§ **Exercise objective**: Search the records below for the word "Tank". Pull out each line that has it.

§ **The records**:
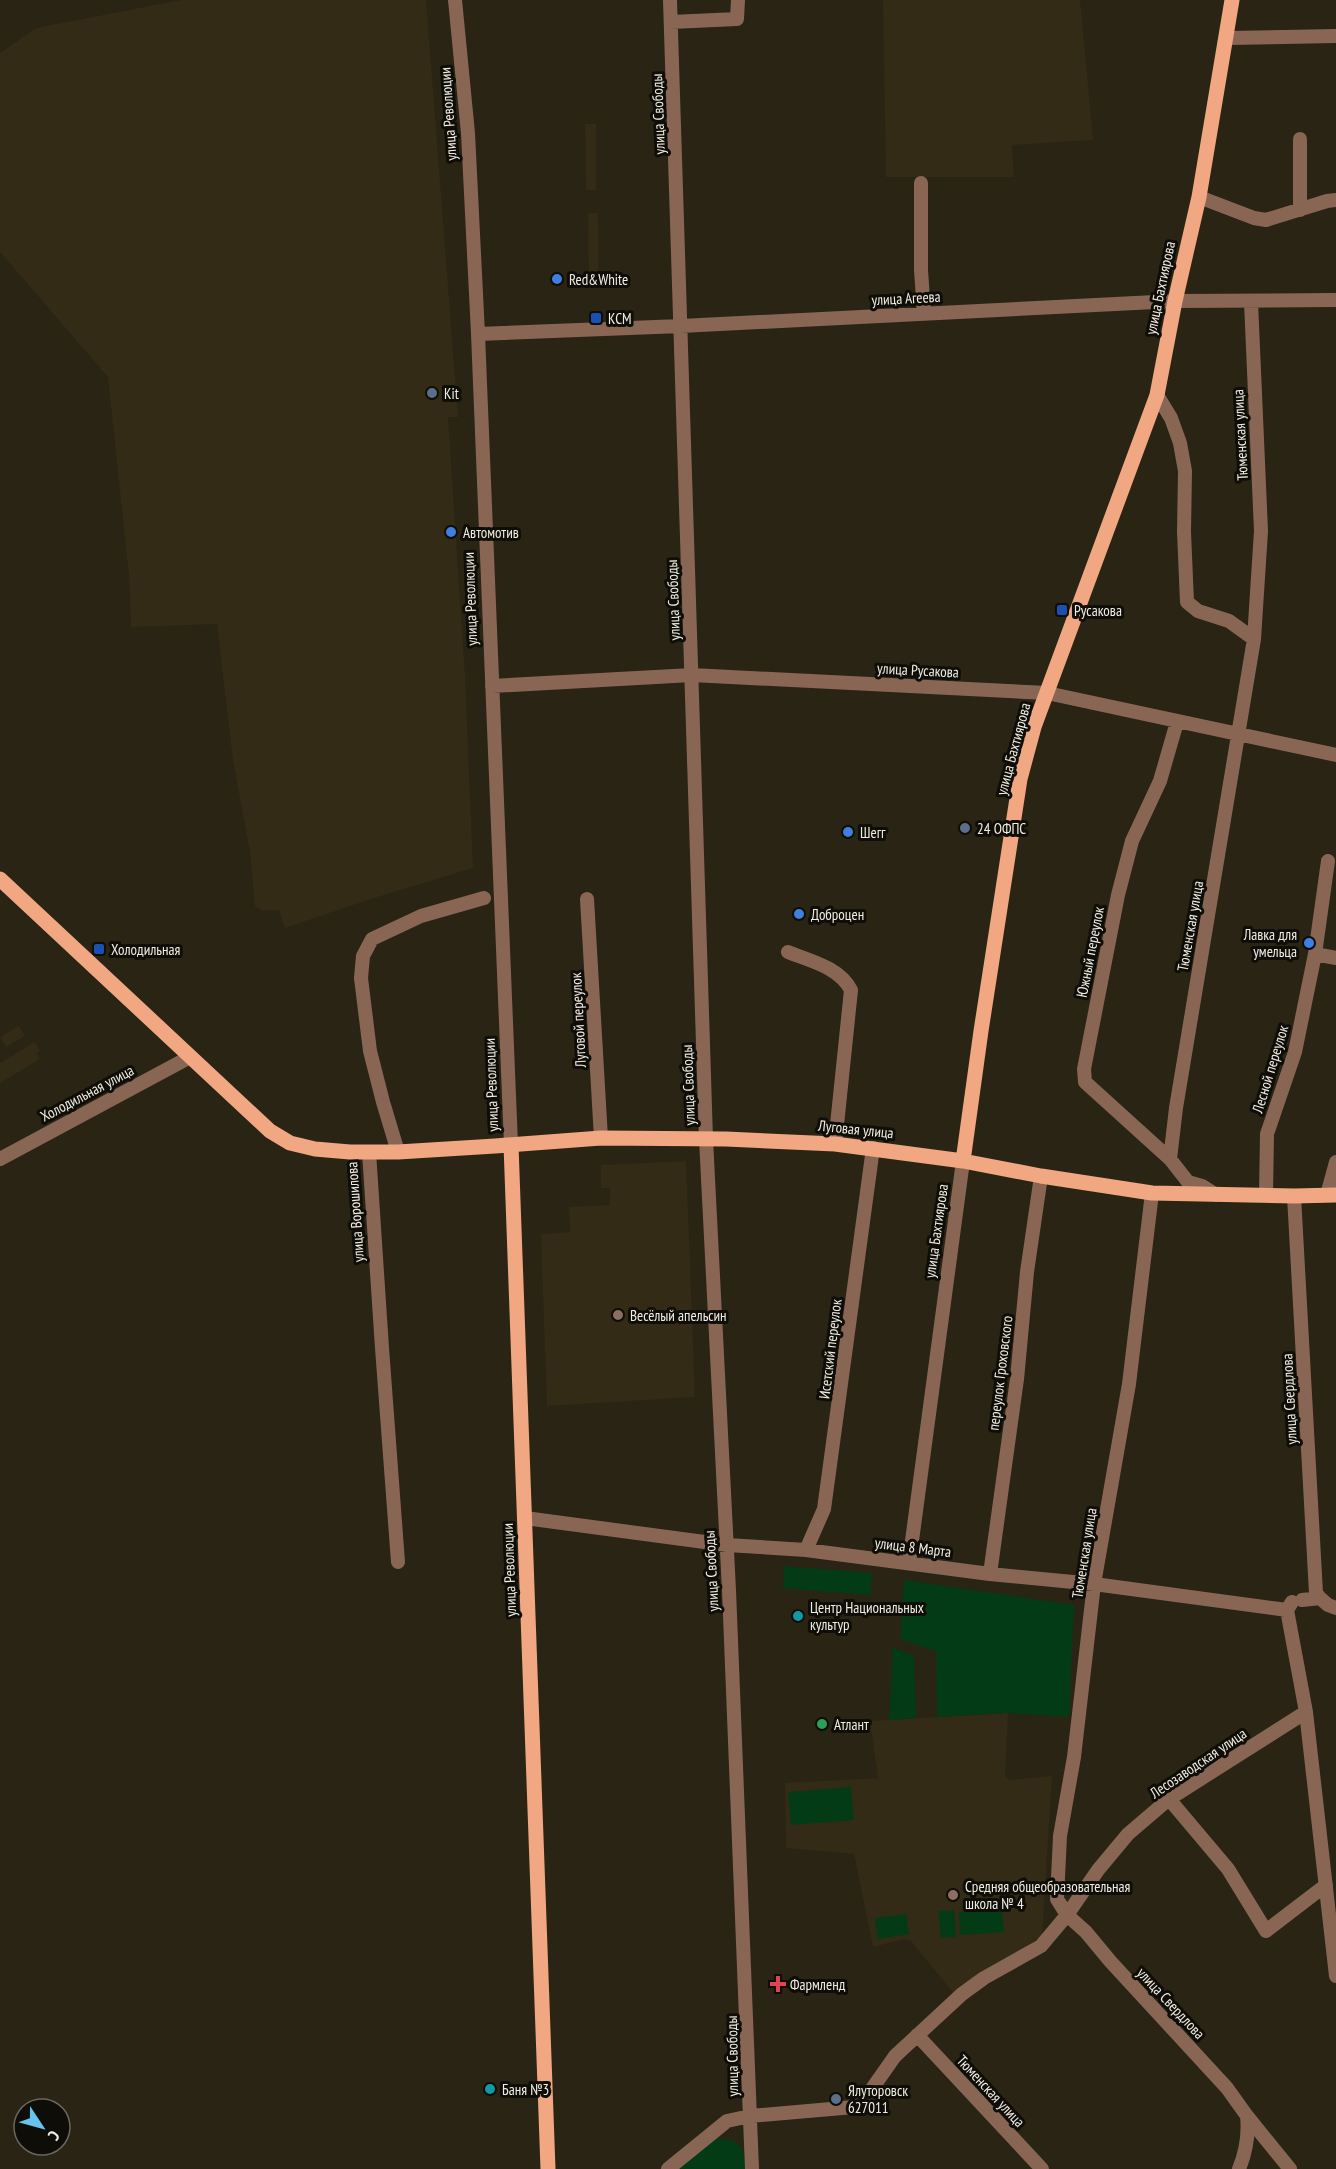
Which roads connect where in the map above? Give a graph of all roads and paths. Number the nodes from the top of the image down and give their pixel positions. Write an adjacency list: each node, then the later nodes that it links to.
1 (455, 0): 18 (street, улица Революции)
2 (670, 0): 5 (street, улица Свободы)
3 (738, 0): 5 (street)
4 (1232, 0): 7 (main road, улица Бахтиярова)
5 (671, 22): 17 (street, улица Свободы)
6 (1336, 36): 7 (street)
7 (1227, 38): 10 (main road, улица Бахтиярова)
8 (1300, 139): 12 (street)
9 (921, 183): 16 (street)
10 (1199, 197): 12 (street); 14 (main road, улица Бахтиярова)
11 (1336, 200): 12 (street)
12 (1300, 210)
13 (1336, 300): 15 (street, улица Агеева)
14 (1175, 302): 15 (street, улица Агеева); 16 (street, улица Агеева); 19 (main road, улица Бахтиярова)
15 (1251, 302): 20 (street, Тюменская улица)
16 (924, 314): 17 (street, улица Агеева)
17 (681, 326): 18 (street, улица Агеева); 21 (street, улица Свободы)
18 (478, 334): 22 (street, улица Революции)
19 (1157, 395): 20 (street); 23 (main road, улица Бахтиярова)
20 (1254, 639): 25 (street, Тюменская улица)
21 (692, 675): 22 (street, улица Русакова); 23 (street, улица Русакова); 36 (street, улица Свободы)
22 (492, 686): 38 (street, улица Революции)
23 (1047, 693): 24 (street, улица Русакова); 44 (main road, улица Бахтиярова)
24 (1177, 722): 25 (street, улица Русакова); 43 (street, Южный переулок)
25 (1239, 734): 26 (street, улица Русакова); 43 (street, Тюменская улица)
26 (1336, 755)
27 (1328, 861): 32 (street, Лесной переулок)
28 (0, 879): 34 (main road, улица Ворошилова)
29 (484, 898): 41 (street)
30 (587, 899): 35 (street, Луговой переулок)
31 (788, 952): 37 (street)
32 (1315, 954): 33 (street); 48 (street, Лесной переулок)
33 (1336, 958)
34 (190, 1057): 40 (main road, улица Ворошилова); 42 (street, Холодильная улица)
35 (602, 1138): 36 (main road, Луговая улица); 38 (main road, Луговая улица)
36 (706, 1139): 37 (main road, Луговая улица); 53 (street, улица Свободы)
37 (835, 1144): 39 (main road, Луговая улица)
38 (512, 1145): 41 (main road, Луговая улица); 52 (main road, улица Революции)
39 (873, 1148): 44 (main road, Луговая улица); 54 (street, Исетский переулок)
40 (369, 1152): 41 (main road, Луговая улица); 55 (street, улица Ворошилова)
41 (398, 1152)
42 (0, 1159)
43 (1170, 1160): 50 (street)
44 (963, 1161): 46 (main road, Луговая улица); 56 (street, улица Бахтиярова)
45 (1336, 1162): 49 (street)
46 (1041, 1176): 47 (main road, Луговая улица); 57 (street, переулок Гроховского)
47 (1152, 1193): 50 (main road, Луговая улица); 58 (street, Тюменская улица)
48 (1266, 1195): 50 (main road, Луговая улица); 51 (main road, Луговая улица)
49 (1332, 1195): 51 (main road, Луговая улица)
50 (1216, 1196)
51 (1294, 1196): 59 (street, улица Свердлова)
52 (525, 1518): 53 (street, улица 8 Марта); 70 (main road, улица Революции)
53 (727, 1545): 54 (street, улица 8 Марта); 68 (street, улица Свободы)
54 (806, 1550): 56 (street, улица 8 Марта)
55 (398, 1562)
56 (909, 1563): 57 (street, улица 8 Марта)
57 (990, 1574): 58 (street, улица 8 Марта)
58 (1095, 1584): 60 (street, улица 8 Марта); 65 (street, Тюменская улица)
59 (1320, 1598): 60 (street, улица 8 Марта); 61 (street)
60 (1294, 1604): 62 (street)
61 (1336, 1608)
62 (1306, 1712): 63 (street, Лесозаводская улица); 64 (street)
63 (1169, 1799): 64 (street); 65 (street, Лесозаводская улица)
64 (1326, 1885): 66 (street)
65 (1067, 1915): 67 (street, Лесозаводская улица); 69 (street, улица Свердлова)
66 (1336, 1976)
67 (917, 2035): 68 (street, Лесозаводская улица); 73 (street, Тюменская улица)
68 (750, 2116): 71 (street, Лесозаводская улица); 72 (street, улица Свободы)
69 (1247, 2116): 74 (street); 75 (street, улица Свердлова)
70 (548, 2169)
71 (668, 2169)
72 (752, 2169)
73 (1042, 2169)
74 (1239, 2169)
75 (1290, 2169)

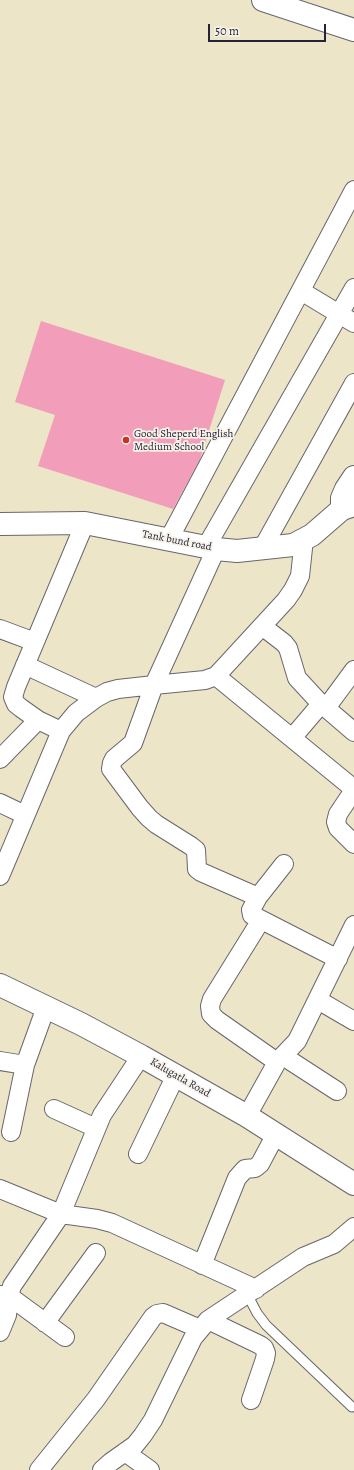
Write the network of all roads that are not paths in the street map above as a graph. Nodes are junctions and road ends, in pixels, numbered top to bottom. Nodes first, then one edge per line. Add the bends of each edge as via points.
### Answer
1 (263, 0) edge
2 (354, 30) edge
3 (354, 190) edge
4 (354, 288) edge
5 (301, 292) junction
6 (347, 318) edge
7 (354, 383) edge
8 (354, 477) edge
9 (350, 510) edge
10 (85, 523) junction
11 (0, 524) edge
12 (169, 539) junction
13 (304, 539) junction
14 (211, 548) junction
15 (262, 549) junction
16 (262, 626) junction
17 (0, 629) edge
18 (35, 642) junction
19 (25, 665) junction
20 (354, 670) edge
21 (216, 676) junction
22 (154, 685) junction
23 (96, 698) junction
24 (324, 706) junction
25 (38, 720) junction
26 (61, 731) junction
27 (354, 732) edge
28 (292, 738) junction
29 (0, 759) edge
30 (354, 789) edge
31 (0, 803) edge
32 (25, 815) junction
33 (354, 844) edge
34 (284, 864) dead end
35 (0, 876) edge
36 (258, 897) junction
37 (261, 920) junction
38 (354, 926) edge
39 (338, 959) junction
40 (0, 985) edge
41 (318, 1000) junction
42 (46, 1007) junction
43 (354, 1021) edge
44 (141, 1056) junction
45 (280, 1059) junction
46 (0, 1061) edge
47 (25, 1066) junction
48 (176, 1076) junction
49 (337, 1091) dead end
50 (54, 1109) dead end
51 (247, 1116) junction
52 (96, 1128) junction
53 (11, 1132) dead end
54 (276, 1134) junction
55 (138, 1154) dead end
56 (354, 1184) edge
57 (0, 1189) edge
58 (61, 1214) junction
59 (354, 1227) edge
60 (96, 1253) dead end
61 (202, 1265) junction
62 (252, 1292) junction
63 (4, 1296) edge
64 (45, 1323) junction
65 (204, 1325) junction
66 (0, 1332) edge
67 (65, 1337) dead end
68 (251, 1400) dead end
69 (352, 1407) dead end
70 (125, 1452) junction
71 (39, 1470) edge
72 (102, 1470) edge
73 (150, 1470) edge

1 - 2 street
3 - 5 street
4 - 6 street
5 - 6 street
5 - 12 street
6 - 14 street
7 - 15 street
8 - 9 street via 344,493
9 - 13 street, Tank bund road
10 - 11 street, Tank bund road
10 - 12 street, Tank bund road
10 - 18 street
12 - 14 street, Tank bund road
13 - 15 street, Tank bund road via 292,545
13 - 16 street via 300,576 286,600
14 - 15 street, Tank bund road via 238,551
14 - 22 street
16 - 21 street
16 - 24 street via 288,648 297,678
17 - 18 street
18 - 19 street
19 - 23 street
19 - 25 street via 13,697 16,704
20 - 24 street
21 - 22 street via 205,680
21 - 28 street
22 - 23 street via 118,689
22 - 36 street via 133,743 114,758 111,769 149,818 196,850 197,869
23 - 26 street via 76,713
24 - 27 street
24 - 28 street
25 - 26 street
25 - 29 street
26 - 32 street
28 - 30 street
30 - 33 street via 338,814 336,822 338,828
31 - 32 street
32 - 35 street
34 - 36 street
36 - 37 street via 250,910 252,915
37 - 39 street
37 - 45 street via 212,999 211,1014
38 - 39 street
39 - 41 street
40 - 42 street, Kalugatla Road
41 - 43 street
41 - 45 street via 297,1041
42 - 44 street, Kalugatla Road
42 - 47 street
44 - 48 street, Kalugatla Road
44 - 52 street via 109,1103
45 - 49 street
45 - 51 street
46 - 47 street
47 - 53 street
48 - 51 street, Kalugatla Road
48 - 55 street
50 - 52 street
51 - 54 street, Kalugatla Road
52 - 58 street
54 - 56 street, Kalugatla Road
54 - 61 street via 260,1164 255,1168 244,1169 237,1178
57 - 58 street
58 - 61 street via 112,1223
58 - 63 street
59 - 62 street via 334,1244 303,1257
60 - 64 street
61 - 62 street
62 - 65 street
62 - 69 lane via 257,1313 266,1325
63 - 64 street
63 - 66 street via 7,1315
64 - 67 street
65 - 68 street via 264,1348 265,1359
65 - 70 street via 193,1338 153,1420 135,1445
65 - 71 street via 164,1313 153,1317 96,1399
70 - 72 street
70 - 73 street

§ **Worked solution**:
9 - 13 street, Tank bund road
10 - 11 street, Tank bund road
10 - 12 street, Tank bund road
12 - 14 street, Tank bund road
13 - 15 street, Tank bund road via 292,545
14 - 15 street, Tank bund road via 238,551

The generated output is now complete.